Explanation of Responses:

* If the form is filed by more than one reporting person, see Instruction 4(b)(v).
** Intentional misstatements or omissions of facts constitute Federal Criminal Violations. See 18 U.S.C. 1001 and 15 U.S.C. 78ff(a).
(1) Pursuant to the Rollover Agreement dated as of November 29, 2018 (the "Rollover Agreement"), among the reporting person and Evergreen Parent, L.P. ("Parent"), the reporting person agreed to contribute these shares to Parent (the "Rollover") in exchange for Class A limited partnership interests in Parent, effective as of the effective time of the merger contemplated by the Agreement and Plan of Merger dated as of March 1, 2018 and as amended June 6, 2018, by and among AmTrust Financial Services, Inc., Parent and Evergreen Merger Sub, Inc. (the "Merger Agreement"). For purposes of the Rollover, the reporting person's shares were valued at $13.50 per share.
(2) Disposed of pursuant to the Merger Agreement in exchange for $14.75 per share in cash, without interest, less any applicable withholding taxes.
(3) When granted, each restricted stock unit represented a contingent right to receive one share of AmTrust Financial Services, Inc.'s common stock.
(4) Pursuant to the Rollover Agreement, effective as of the effective time of the merger contemplated by the Merger Agreement, pursuant to which AmTrust Financial Services, Inc. is the Surviving Corporation, these RSUs were converted into the right to receive a number of shares of non-voting common stock of the Surviving Corporation equal to the number of shares of AmTrust Financial Services, Inc. common stock underlying the RSU, upon the vesting dates and subject to the vesting conditions originally applicable to the RSUs. Upon vesting and conversion to non-voting common stock of the Surviving Corporation, the non-voting common stock is immediately convertible into Class A limited partnership interests in Parent.
(5) On May 23, 2015, Mr. Saks received restricted stock units subject to a four-year vesting schedule, vesting 25% on the first, second, third and fourth anniversaries of the grant date.

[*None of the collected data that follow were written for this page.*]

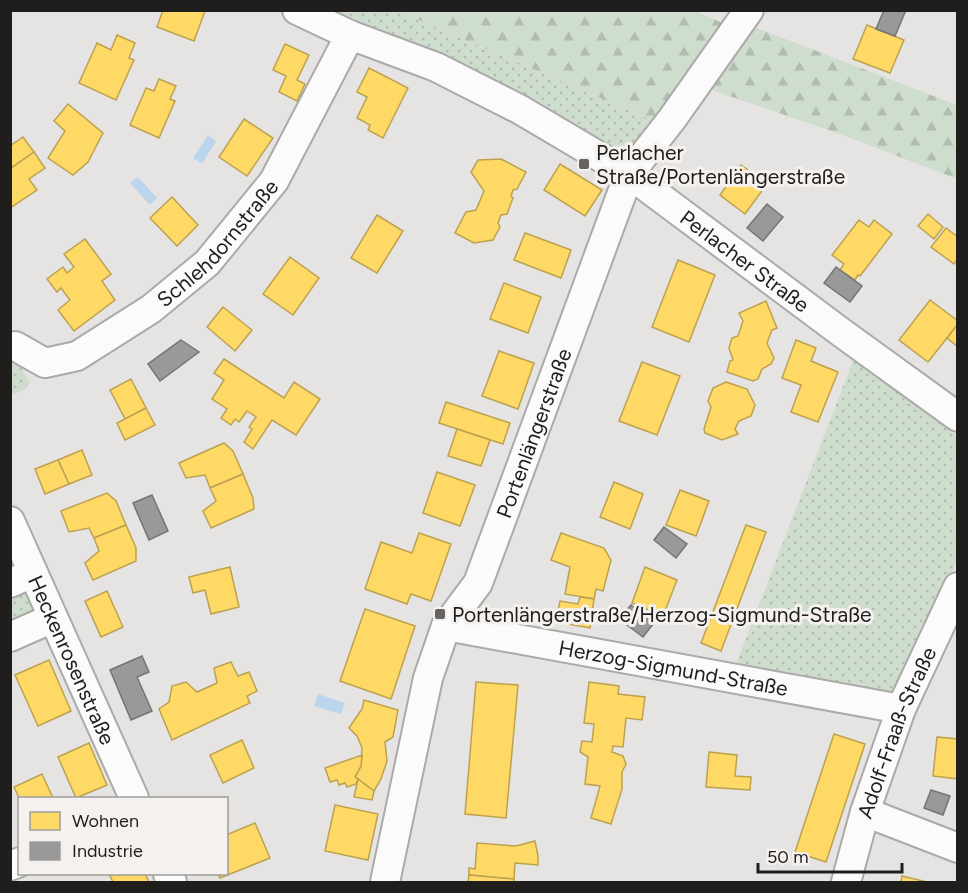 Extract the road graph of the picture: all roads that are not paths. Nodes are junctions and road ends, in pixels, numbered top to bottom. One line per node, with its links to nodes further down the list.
1 (297, 10): 3 (street, Perlacher Straße)
2 (749, 10): 4 (street, Portenlängerstraße)
3 (350, 35): 4 (street, Perlacher Straße); 5 (street, Schlehdornstraße)
4 (628, 174): 6 (street, Perlacher Straße); 11 (street, Portenlängerstraße)
5 (12, 339)
6 (957, 417)
7 (10, 521): 8 (street, Heckenrosenstraße)
8 (22, 578): 10 (street, Heckenrosenstraße)
9 (957, 587): 13 (street, Adolf-Fraaß-Straße)
10 (53, 618): 12 (street); 14 (street, Heckenrosenstraße)
11 (446, 626): 13 (street, Herzog-Sigmund-Straße); 17 (street, Portenlängerstraße)
12 (10, 637)
13 (901, 709): 15 (street, Adolf-Fraaß-Straße)
14 (134, 797)
15 (865, 812): 16 (street); 18 (street, Adolf-Fraaß-Straße)
16 (957, 848)
17 (385, 882)
18 (846, 882)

(6) On May 23, 2016, Mr. Saks received restricted stock units subject to a four-year vesting schedule, vesting 25% on the first, second, third and fourth anniversaries of the grant date.
(7) On March 27, 2018, Mr. Saks received restricted stock units subject to a four-year vesting schedule, vesting 25% on each March 5th of the first, second, third and fourth years following the grant date.
(8) Pursuant to the Merger Agreement, each outstanding restricted stock unit in this grant was canceled and converted into a right to receive on the vesting date originally applicable to such restricted stock unit, subject to the terms applicable to such restricted stock unit, a cash payment, without interest, equal to the Merger Consideration, multiplied by the number of restricted stock units vesting on that vesting date.
(9) On April 5, 2017, Mr. Saks received restricted stock units subject to a four-year vesting schedule, vesting 25% on each March 5th of the first, second, third and fourth years following the grant date.